▶ [PROBLEM TO WORK ON]: Go through the records and copy each line where the word "Left" occurs.

*** Opening EXTRACTED DATA ***

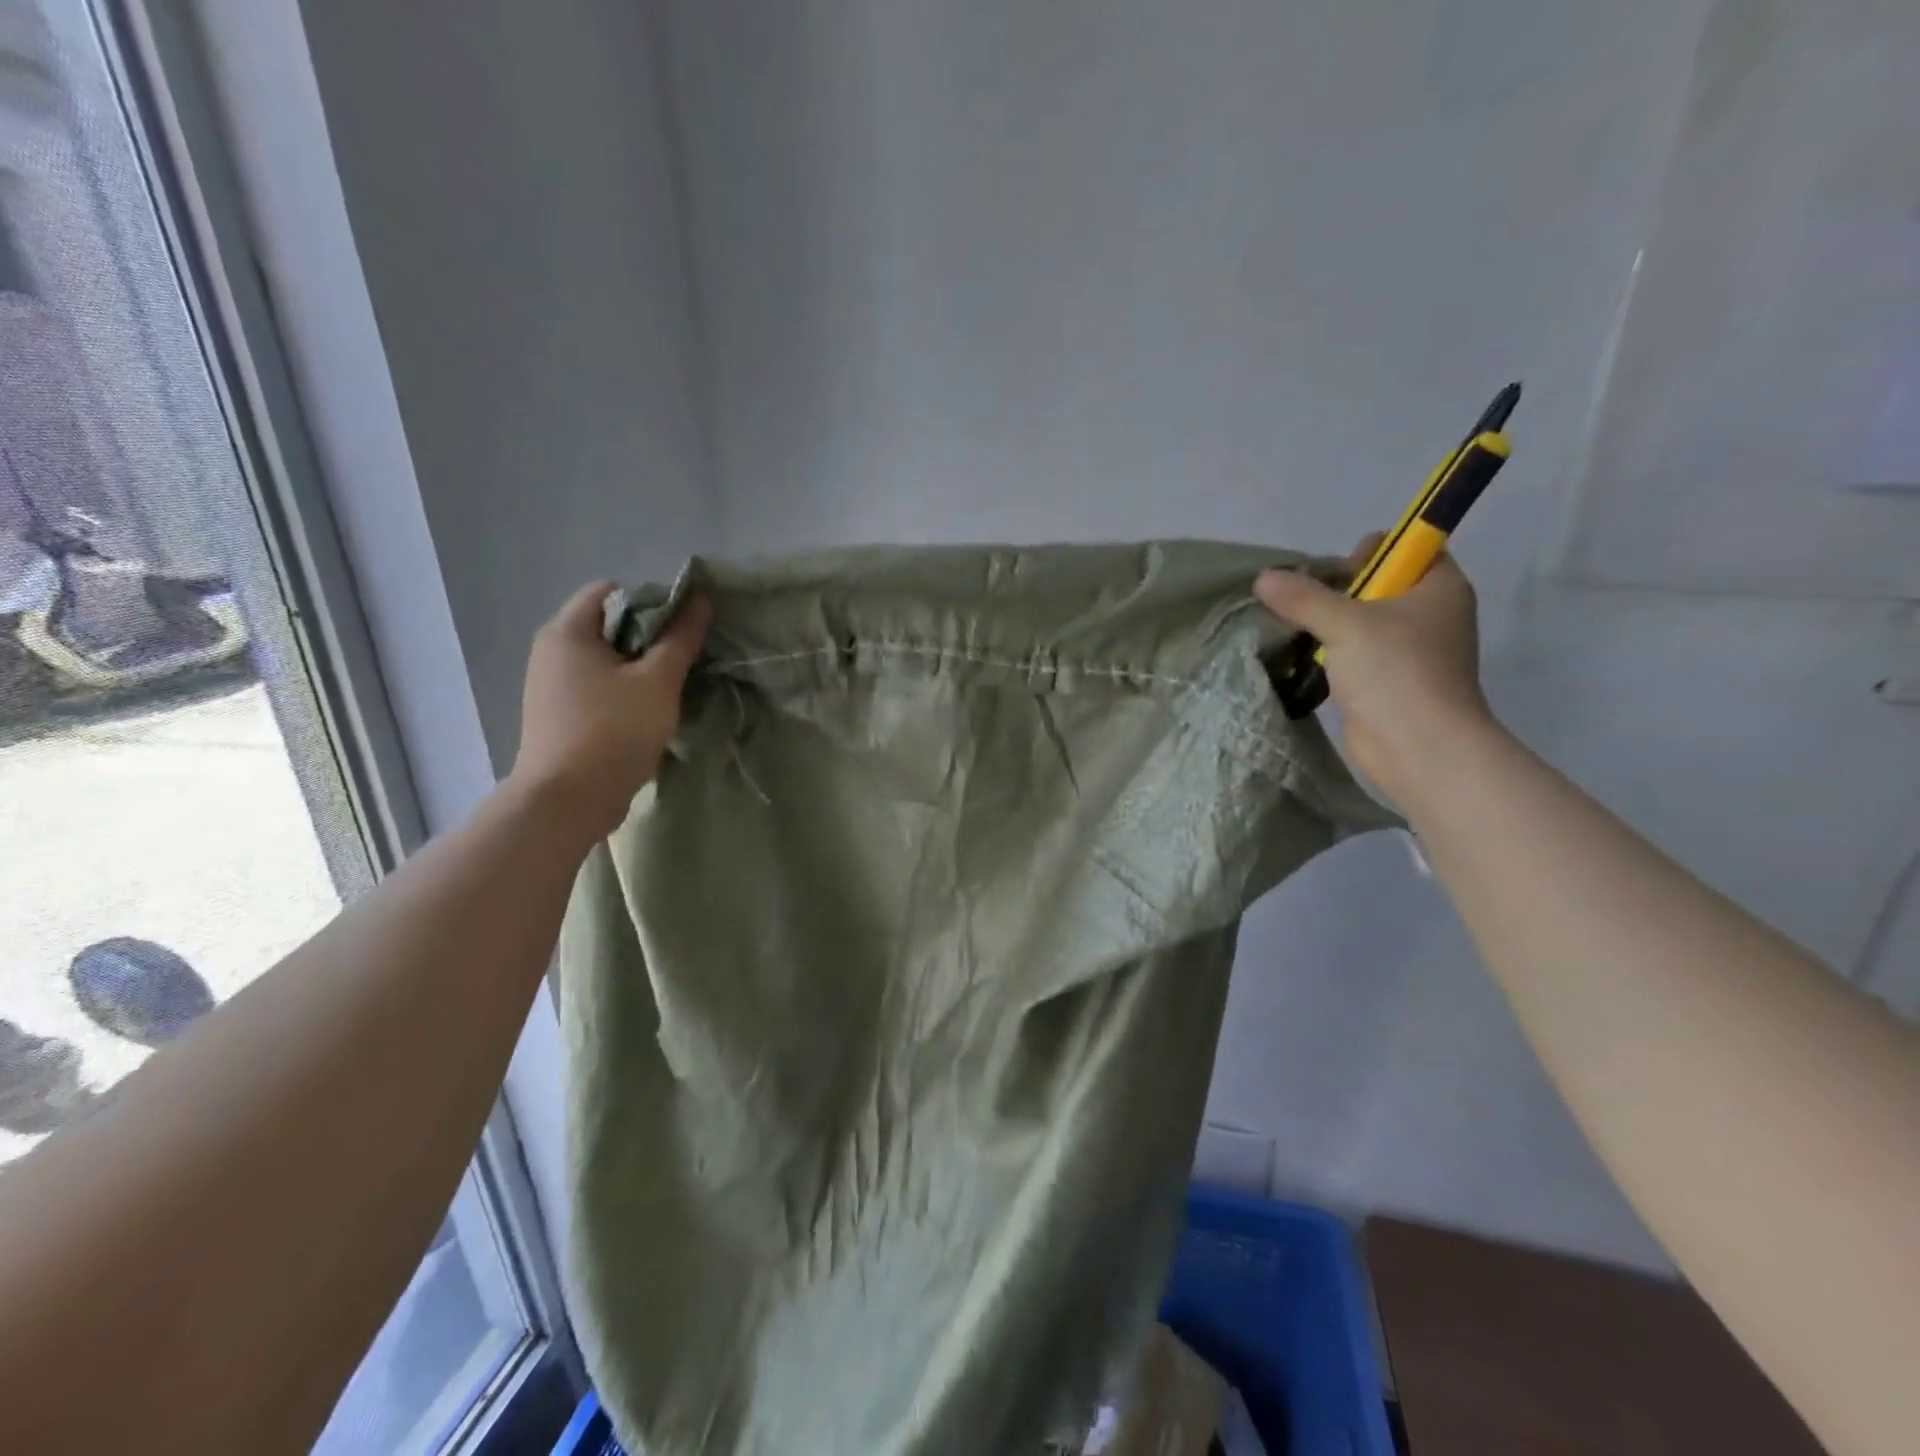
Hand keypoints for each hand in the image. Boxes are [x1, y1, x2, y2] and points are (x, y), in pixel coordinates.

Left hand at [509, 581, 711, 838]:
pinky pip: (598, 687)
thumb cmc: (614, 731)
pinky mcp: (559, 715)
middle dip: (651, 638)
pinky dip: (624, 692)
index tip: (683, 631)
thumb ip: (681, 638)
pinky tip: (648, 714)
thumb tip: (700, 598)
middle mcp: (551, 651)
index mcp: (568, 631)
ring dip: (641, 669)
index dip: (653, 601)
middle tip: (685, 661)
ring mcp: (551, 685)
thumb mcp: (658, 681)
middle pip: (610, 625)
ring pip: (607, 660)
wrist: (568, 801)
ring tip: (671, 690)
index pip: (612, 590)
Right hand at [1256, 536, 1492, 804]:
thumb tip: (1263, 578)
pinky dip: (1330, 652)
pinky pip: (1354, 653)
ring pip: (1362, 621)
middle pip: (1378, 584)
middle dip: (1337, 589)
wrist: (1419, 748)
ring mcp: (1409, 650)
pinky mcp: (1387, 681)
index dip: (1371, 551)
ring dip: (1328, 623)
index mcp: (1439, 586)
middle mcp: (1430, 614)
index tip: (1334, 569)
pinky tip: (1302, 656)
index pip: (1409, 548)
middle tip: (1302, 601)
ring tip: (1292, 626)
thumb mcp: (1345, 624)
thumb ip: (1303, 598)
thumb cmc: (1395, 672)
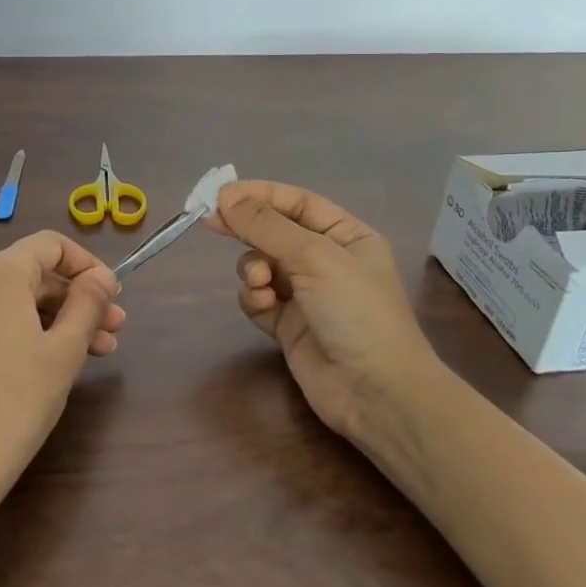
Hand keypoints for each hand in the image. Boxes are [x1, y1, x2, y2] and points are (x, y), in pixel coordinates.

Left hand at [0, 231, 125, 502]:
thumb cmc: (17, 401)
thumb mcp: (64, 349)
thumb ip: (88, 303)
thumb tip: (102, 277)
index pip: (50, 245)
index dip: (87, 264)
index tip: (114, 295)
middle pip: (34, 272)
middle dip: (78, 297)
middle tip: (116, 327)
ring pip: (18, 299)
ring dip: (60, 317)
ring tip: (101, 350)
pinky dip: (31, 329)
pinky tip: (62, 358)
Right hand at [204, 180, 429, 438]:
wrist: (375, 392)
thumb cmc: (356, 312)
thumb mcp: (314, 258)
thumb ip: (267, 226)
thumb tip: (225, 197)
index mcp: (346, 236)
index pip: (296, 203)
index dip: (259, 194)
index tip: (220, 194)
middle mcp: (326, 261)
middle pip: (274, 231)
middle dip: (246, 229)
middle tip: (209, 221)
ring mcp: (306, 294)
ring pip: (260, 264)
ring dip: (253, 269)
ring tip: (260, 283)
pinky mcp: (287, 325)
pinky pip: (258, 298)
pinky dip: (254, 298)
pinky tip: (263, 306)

*** Closing EXTRACTED DATA ***
*** Opening EXTRACTED DATA ***

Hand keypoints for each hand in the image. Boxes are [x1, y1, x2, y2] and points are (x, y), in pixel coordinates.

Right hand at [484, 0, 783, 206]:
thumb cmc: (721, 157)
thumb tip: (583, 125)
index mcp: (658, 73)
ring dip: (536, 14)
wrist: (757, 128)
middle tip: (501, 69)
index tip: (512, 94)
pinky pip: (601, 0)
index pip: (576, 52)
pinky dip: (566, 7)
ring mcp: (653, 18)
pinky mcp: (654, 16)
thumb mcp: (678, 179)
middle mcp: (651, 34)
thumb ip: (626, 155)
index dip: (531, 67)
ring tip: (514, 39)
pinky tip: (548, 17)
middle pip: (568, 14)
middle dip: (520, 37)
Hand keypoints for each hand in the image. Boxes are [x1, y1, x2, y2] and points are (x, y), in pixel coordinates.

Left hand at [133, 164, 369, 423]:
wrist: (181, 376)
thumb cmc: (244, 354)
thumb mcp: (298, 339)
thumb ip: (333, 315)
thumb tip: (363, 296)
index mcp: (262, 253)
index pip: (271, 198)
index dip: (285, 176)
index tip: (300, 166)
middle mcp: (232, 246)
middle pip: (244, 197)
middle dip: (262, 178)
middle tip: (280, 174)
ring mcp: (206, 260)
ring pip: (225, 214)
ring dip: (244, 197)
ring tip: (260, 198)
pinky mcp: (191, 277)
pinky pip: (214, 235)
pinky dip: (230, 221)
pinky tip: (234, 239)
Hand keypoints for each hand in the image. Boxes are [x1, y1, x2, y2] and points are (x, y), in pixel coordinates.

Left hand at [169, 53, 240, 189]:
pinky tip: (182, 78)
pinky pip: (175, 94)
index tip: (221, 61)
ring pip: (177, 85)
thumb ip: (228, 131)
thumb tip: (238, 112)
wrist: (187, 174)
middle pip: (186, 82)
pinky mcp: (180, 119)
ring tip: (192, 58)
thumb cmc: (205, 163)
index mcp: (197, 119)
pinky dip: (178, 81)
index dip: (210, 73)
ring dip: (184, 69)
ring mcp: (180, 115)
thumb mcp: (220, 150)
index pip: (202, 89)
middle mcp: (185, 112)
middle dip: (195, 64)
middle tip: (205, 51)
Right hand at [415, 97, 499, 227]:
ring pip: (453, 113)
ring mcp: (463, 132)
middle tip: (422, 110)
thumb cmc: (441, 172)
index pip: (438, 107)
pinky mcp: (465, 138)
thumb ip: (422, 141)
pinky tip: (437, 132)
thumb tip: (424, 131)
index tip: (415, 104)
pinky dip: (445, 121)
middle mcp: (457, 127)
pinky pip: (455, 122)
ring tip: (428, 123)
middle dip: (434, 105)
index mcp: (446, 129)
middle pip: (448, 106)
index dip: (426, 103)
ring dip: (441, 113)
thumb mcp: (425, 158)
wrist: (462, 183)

*** Closing EXTRACTED DATA ***

▶ [RESULT OF THE TASK]:
Left hand at [509, 581, 711, 838]:
Left hand at [0, 231, 125, 502]:
Left hand at [133, 164, 369, 423]:
Left hand at [169, 53, 240, 189]:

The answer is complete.